**Data supplied**
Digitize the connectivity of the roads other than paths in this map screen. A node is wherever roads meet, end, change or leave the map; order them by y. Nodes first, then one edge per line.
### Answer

---

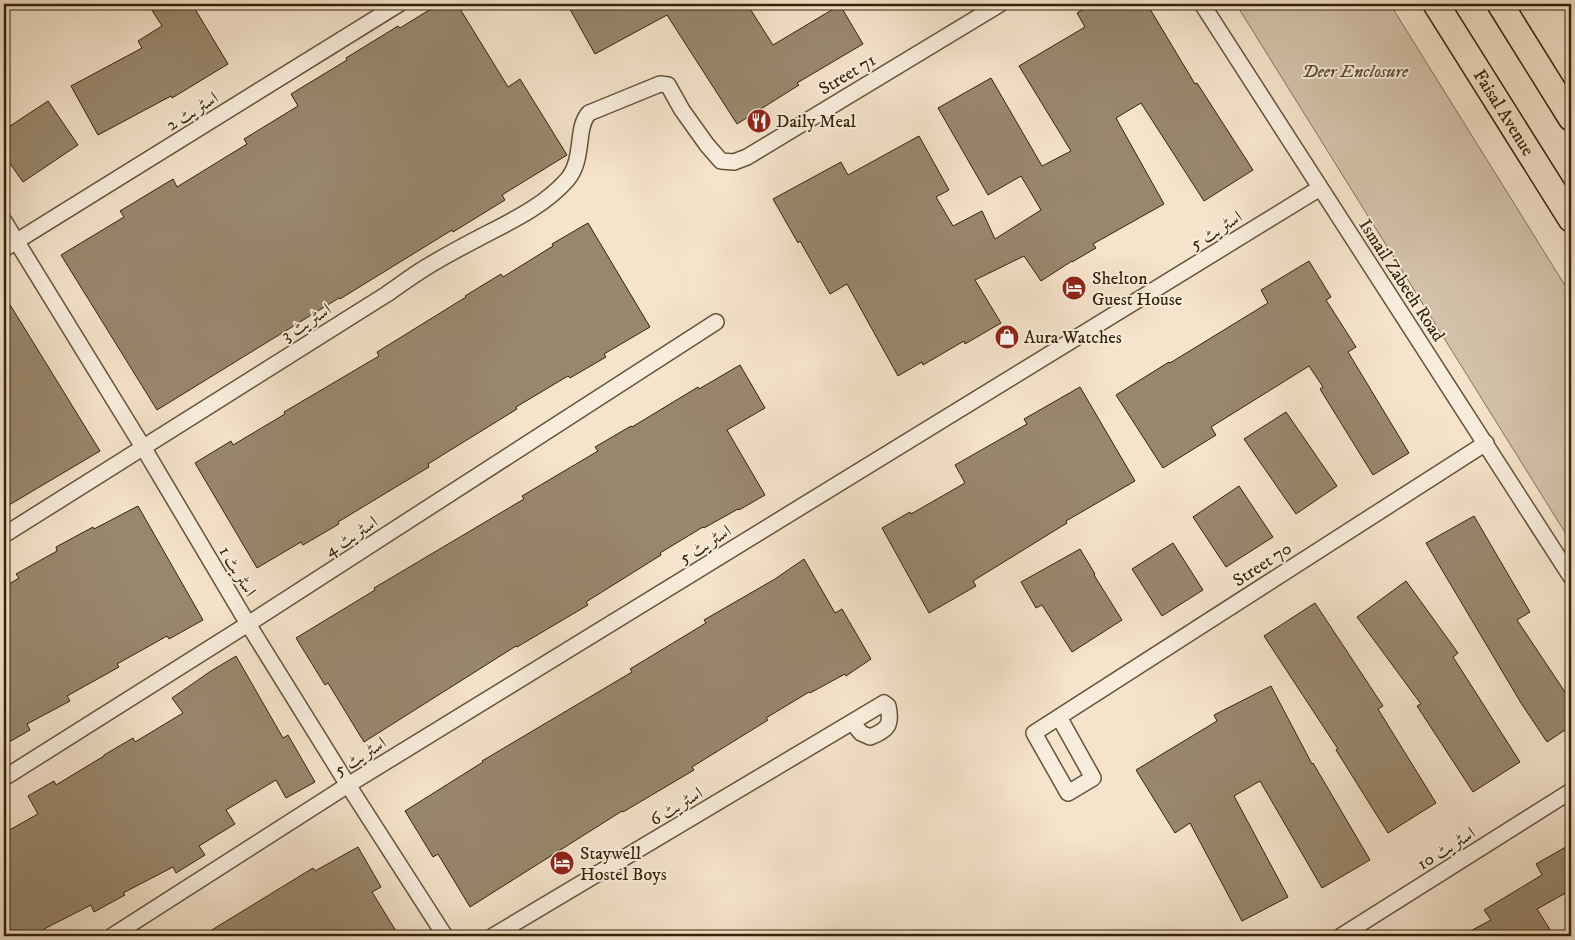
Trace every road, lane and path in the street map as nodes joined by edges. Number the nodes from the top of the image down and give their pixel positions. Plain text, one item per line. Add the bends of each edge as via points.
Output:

**Task prompt**
Isolate the lines above that contain the word "edge" and copy them.

**Result for this exercise**
Digitize the connectivity of the roads other than paths in this map screen. A node is wherever roads meet, end, change or leave the map; order them by y. Nodes first, then one edge per line.
Trace every road, lane and path in the street map as nodes joined by edges. Number the nodes from the top of the image down and give their pixel positions. Plain text, one item per line. Add the bends of each edge as via points.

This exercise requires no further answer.